__TASK BRIEF__. Would you please copy each line of the data in which the string "drawRoundRect" occurs?

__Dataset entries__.
+ + +
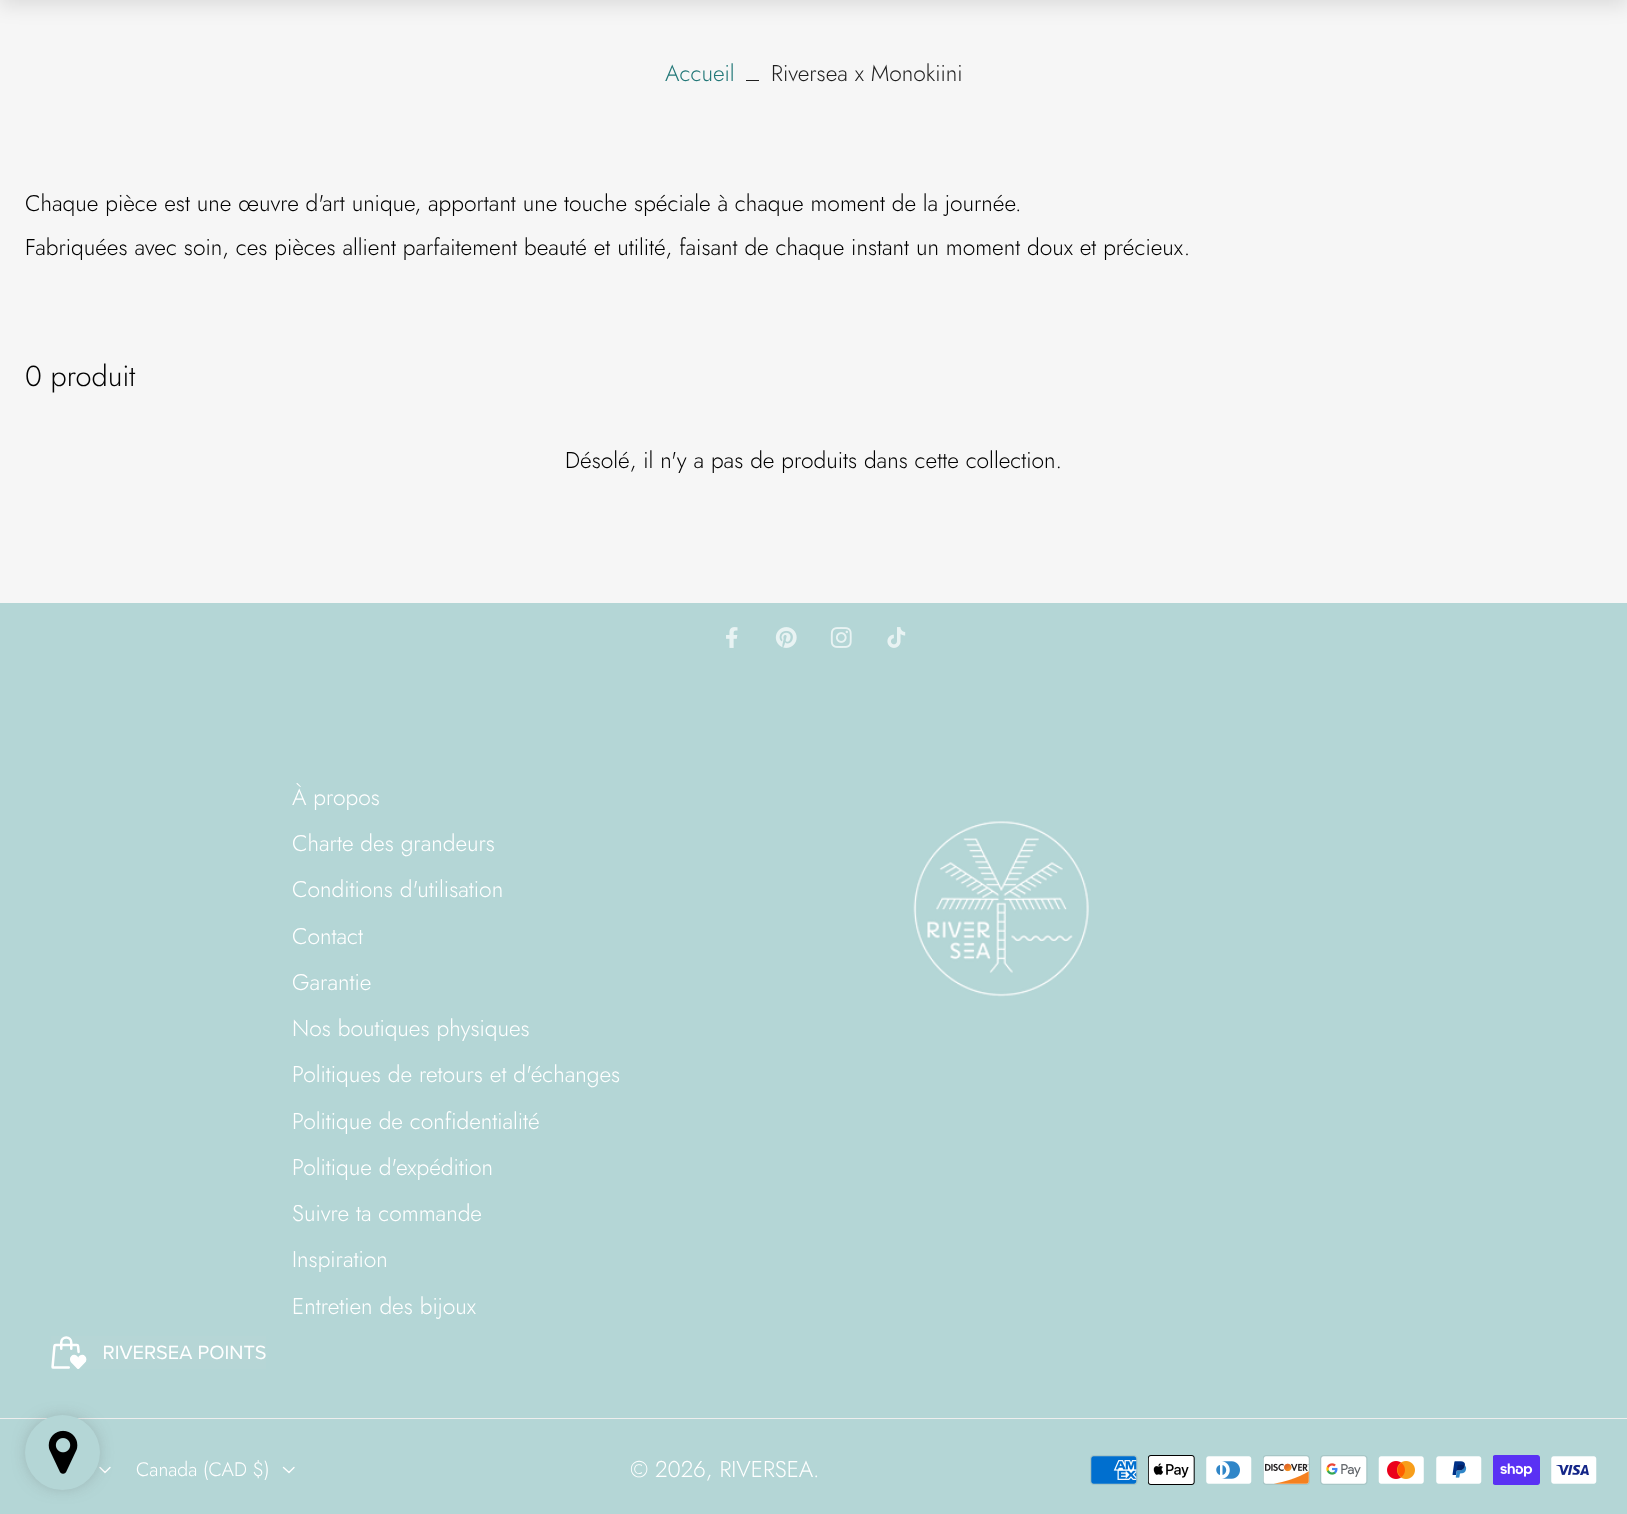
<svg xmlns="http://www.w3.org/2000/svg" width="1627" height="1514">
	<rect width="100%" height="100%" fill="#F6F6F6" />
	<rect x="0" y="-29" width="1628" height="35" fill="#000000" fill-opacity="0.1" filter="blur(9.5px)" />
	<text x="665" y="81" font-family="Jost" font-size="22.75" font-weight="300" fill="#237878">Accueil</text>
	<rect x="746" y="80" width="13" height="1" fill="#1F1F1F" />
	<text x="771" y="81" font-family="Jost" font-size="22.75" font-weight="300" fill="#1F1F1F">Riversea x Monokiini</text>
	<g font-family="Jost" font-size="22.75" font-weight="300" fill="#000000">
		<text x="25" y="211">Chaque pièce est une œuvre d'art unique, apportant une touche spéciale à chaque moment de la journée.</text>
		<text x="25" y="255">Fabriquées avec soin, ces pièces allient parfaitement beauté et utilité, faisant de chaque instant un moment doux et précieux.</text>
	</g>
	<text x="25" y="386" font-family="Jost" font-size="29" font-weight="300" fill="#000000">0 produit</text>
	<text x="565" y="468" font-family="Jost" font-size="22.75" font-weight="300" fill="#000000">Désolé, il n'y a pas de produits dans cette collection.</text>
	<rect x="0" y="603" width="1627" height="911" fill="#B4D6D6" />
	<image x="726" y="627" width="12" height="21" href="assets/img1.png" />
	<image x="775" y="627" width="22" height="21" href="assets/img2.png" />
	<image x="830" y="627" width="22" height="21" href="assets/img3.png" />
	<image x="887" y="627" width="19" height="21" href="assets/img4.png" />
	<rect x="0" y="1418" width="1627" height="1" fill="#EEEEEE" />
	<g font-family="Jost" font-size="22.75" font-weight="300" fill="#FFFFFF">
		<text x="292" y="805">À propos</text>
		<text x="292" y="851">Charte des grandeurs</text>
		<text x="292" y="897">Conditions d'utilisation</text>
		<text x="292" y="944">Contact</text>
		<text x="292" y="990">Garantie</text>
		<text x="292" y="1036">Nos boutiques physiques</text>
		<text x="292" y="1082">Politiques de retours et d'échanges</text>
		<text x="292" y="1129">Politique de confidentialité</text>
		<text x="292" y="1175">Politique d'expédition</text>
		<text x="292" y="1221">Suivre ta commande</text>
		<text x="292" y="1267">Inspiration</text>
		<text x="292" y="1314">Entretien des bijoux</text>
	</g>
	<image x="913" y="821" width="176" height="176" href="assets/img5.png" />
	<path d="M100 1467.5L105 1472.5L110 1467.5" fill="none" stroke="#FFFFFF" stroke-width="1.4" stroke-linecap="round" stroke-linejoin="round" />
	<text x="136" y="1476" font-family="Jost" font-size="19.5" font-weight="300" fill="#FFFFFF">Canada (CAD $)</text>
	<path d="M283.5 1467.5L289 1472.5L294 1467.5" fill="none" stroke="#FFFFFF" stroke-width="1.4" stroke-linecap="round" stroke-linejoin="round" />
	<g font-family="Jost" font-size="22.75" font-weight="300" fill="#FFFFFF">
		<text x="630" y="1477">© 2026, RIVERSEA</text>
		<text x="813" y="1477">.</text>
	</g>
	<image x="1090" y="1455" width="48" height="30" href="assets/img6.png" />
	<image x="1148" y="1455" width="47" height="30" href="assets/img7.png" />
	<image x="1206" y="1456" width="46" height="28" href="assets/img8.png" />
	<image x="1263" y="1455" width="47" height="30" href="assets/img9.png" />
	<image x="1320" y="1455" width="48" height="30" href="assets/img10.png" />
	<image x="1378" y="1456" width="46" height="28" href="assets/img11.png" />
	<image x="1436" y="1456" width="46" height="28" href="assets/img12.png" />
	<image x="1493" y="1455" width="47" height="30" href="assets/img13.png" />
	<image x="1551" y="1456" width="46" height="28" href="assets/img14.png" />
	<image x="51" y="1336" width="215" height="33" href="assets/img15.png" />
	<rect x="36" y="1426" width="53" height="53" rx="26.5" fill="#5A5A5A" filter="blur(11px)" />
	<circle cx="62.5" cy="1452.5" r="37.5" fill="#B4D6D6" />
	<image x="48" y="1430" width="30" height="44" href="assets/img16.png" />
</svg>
+ + +
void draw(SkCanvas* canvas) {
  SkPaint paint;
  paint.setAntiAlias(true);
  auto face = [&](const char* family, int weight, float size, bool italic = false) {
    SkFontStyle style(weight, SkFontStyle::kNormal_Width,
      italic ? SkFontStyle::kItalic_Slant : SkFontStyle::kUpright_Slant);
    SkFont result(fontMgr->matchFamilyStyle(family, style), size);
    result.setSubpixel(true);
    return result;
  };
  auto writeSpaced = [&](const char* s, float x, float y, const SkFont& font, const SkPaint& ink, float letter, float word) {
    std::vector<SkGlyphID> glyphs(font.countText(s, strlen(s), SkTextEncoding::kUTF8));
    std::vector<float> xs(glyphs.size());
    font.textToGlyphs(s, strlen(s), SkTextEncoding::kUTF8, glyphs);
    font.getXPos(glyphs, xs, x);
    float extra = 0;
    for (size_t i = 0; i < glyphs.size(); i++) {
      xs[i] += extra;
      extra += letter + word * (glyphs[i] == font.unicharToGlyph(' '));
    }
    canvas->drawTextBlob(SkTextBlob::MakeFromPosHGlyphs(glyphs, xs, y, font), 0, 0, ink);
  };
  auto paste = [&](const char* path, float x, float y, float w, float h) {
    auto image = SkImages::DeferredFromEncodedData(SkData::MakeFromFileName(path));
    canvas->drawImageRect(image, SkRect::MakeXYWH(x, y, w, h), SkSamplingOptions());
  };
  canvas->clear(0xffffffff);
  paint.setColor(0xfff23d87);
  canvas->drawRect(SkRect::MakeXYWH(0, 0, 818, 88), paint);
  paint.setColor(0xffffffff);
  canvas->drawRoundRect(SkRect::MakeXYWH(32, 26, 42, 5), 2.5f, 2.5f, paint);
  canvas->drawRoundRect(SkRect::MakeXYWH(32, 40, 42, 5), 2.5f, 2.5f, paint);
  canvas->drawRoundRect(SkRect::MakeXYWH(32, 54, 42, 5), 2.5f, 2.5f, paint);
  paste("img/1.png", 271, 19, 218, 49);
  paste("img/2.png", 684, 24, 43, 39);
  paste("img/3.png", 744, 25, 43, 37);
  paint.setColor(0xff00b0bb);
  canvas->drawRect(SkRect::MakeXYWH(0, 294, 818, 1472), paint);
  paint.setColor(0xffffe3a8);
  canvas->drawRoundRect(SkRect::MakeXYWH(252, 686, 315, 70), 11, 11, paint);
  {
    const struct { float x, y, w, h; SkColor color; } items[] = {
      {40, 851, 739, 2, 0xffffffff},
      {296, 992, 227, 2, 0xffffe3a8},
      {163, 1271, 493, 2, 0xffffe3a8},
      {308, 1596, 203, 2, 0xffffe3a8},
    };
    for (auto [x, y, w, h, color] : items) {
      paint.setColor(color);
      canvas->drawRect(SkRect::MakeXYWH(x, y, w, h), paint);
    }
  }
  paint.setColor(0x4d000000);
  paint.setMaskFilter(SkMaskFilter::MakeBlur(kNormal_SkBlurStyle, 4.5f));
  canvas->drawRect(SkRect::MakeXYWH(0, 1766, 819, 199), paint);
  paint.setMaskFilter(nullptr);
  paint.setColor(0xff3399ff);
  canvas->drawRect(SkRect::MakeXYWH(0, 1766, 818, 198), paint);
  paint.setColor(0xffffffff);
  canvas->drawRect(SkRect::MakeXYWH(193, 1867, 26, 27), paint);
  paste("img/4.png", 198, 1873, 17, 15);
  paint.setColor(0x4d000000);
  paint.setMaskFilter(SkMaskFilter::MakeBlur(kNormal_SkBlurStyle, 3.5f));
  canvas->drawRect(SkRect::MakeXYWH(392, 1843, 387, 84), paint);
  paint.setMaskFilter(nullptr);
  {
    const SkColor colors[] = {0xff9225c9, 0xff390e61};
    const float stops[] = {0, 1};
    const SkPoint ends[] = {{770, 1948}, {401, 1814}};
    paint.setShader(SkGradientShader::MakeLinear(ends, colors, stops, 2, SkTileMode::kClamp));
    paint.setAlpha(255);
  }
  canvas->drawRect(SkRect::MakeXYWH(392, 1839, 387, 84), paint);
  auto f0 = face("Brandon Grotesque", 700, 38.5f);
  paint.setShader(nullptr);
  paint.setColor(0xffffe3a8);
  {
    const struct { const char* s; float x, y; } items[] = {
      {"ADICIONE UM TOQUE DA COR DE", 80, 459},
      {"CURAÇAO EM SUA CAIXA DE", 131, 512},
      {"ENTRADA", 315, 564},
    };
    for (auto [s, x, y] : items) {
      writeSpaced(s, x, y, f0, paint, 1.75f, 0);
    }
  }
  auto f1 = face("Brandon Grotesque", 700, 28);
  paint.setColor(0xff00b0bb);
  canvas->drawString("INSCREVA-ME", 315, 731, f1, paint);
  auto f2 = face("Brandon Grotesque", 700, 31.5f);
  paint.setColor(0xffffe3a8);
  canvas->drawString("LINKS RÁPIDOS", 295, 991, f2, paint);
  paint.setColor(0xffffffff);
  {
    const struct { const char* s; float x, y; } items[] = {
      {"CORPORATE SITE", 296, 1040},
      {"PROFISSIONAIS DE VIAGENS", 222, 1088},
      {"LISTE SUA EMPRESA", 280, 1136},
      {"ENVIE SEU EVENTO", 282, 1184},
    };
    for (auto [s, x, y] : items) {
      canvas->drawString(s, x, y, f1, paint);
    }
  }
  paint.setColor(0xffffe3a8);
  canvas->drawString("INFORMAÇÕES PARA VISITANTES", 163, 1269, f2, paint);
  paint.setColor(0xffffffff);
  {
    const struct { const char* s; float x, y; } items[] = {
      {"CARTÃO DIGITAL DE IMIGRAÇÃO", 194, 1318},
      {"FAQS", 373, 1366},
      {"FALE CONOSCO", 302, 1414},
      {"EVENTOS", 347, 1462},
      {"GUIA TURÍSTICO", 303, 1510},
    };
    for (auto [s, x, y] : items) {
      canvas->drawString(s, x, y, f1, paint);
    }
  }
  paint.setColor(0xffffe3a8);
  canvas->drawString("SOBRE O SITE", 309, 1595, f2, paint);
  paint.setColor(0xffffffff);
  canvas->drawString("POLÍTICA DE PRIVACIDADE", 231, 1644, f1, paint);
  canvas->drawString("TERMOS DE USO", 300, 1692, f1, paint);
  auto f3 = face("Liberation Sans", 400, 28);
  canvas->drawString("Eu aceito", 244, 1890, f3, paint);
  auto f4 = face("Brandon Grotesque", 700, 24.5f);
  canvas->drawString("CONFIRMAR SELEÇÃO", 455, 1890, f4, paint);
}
+ + +
__TASK OUTPUT__.
  canvas->drawRoundRect(SkRect::MakeXYWH(32, 26, 42, 5), 2.5f, 2.5f, paint);
  canvas->drawRoundRect(SkRect::MakeXYWH(32, 40, 42, 5), 2.5f, 2.5f, paint);
  canvas->drawRoundRect(SkRect::MakeXYWH(32, 54, 42, 5), 2.5f, 2.5f, paint);
  canvas->drawRoundRect(SkRect::MakeXYWH(252, 686, 315, 70), 11, 11, paint);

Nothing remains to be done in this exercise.